▶ PROBLEM TO SOLVE
Below are some records; reproduce every one of them exactly.

▶ DATA

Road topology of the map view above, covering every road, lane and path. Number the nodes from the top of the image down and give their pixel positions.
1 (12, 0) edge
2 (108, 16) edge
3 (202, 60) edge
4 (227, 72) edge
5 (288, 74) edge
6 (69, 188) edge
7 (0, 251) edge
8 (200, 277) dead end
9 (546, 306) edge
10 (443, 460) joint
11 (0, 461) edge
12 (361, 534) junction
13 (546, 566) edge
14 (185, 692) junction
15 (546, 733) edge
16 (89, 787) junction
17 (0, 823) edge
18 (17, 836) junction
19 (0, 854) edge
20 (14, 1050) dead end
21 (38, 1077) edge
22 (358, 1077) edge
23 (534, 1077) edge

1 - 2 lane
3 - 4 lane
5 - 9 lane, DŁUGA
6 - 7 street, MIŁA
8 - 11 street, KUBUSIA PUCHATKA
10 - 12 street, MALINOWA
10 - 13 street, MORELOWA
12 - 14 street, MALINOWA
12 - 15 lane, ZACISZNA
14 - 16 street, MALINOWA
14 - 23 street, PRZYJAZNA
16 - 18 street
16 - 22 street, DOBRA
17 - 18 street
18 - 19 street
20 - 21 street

▶ REPLY
Road topology of the map view above, covering every road, lane and path. Number the nodes from the top of the image down and give their pixel positions.
1 (12, 0) edge
2 (108, 16) edge
3 (202, 60) edge
4 (227, 72) edge
5 (288, 74) edge
6 (69, 188) edge
7 (0, 251) edge
8 (200, 277) dead end
9 (546, 306) edge
10 (443, 460) joint
11 (0, 461) edge
12 (361, 534) junction
13 (546, 566) edge
14 (185, 692) junction
15 (546, 733) edge
16 (89, 787) junction
17 (0, 823) edge
18 (17, 836) junction
19 (0, 854) edge
20 (14, 1050) dead end
21 (38, 1077) edge
22 (358, 1077) edge
23 (534, 1077) edge

1 - 2 lane
3 - 4 lane
5 - 9 lane, DŁUGA
6 - 7 street, MIŁA
8 - 11 street, KUBUSIA PUCHATKA
10 - 12 street, MALINOWA
10 - 13 street, MORELOWA
12 - 14 street, MALINOWA
12 - 15 lane, ZACISZNA
14 - 16 street, MALINOWA
14 - 23 street, PRZYJAZNA
16 - 18 street
16 - 22 street, DOBRA
17 - 18 street
18 - 19 street
20 - 21 street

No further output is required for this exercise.